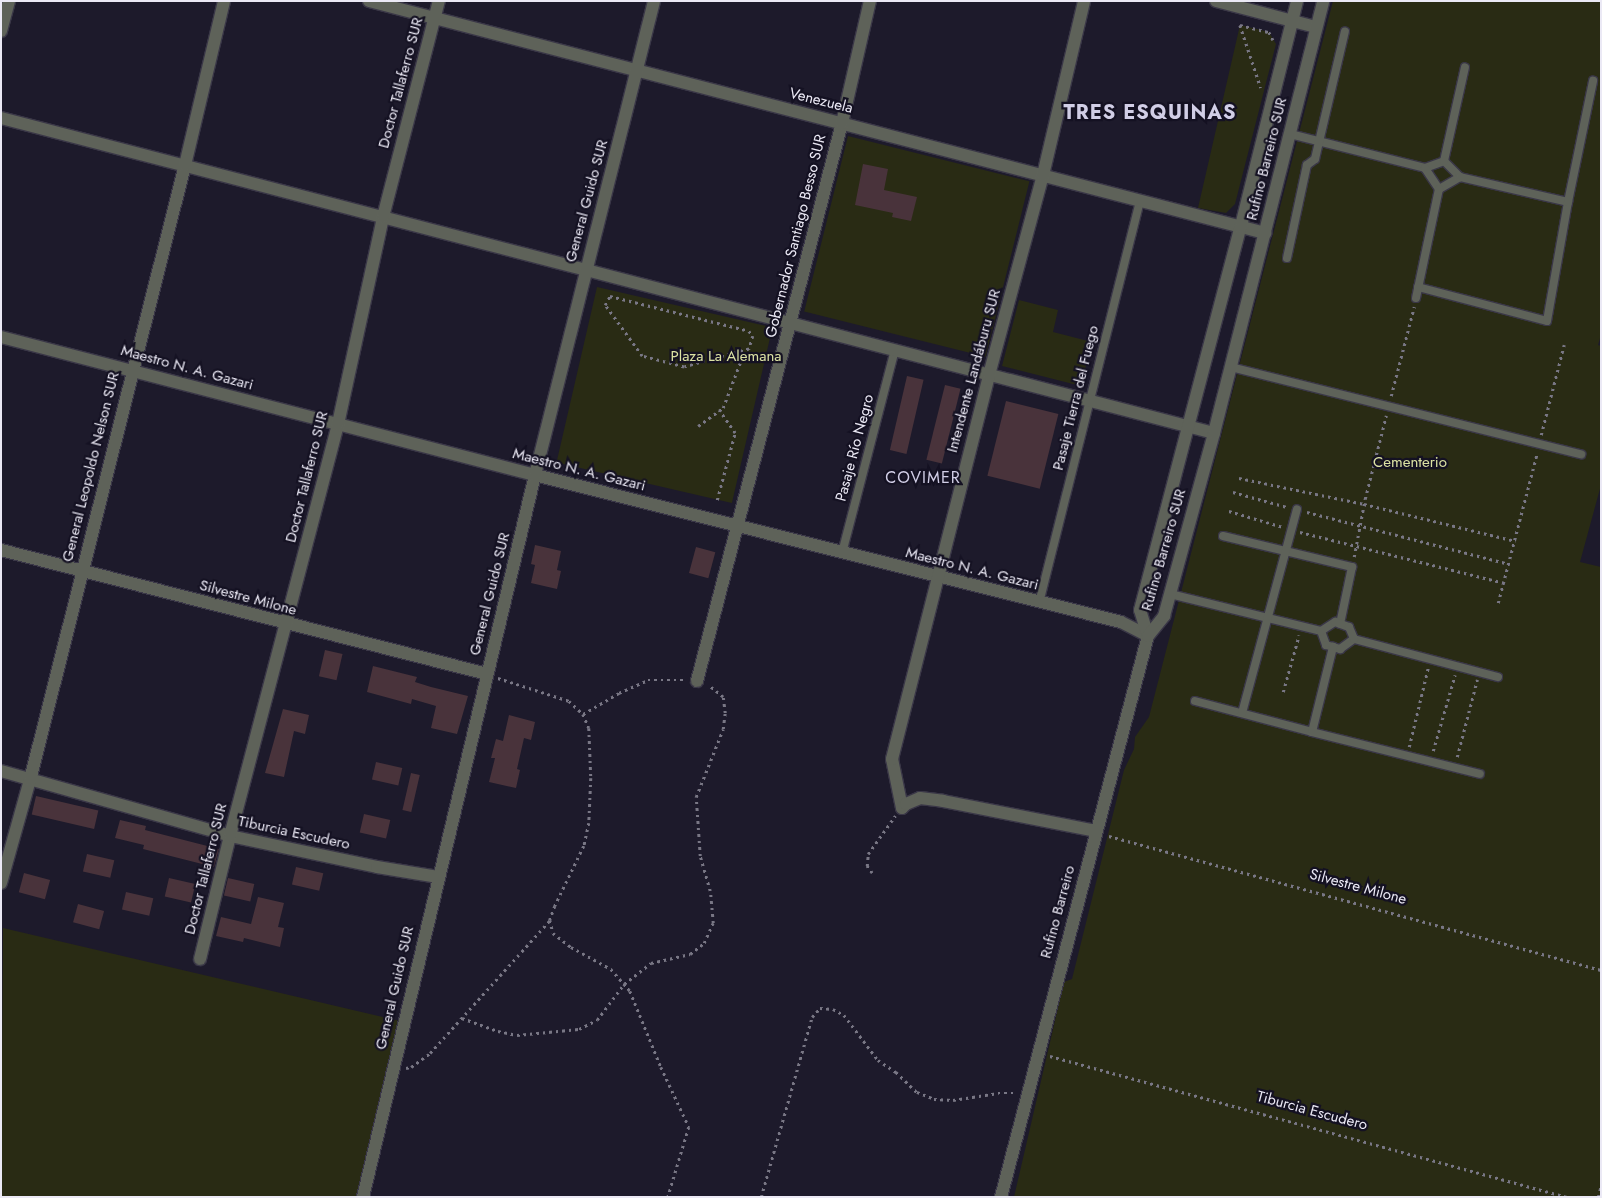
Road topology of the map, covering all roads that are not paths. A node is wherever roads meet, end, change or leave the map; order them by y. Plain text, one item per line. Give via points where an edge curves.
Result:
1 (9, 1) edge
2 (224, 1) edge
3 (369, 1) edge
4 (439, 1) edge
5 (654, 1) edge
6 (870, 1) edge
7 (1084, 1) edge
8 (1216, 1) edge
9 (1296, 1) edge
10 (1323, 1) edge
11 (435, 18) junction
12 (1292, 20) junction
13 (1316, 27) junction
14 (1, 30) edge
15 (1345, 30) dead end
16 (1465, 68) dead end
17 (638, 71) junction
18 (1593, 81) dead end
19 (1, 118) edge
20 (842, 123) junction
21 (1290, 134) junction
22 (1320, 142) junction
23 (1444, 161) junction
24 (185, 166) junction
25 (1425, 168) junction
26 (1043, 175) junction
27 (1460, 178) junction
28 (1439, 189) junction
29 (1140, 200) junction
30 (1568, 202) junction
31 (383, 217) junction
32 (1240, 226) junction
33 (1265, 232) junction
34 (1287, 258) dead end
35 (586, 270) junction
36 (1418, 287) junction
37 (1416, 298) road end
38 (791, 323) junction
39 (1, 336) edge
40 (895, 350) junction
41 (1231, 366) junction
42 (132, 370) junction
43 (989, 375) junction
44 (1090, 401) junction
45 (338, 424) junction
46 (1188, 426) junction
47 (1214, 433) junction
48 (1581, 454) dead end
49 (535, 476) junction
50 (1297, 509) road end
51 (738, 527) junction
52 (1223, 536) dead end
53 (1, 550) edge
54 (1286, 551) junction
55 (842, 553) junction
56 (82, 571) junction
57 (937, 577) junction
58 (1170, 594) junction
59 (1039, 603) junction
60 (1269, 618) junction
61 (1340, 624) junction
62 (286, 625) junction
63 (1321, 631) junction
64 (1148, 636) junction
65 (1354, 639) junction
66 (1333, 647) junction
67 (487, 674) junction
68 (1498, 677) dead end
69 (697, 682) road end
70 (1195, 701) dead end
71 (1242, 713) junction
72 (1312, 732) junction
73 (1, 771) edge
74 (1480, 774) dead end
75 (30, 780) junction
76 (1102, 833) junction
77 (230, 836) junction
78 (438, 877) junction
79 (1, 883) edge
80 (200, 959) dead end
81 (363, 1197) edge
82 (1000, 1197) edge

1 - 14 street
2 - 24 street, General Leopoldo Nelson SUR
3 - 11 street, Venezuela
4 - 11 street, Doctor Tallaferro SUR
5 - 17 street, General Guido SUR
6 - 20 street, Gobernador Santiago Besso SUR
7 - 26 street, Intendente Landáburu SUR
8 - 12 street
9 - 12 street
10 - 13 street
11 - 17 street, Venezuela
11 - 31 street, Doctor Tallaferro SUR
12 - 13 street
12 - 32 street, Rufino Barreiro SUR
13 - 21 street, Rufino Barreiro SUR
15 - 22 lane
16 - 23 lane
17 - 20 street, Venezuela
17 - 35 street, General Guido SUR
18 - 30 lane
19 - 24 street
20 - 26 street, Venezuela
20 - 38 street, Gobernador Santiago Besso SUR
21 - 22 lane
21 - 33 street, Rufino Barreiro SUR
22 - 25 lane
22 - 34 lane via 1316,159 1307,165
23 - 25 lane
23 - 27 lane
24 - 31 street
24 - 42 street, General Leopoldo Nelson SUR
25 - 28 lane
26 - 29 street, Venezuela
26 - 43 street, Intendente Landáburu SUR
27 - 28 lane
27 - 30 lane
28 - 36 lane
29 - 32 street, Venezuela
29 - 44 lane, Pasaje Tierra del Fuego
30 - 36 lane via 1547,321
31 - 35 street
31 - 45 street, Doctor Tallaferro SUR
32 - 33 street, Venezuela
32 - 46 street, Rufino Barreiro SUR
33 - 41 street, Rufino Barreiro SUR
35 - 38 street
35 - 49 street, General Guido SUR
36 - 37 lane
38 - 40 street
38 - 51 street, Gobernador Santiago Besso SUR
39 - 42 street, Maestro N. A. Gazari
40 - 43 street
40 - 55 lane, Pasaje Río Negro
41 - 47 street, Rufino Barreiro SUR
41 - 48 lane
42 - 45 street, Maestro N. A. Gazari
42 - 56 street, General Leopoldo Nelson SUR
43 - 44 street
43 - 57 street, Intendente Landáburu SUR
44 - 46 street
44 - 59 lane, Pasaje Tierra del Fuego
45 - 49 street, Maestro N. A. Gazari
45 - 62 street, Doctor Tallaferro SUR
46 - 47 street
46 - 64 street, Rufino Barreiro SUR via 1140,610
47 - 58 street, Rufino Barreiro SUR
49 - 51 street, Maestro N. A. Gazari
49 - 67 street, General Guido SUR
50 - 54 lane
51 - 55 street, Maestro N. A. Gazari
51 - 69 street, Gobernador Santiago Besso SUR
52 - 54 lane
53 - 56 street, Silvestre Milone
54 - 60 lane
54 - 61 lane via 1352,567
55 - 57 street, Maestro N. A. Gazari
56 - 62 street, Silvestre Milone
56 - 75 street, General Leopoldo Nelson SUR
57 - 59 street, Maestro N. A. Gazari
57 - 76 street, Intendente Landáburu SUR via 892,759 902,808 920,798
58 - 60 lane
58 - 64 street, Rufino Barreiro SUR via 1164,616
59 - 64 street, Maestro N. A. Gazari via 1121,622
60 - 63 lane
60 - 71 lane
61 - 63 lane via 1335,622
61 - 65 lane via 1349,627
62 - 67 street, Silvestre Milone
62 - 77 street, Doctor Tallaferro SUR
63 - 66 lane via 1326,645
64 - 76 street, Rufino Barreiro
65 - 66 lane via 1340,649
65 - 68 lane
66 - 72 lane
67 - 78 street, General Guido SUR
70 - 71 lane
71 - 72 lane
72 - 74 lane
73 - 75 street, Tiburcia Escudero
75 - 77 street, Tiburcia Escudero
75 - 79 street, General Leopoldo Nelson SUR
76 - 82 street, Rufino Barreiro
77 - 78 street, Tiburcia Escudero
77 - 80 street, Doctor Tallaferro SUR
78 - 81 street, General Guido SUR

·····

Filter the lines above so that only those with the string "Maestro" remain, then copy them.

▶ **OUTPUT BELOW**
39 - 42 street, Maestro N. A. Gazari
42 - 45 street, Maestro N. A. Gazari
45 - 49 street, Maestro N. A. Gazari
49 - 51 street, Maestro N. A. Gazari
51 - 55 street, Maestro N. A. Gazari
55 - 57 street, Maestro N. A. Gazari
57 - 59 street, Maestro N. A. Gazari
59 - 64 street, Maestro N. A. Gazari via 1121,622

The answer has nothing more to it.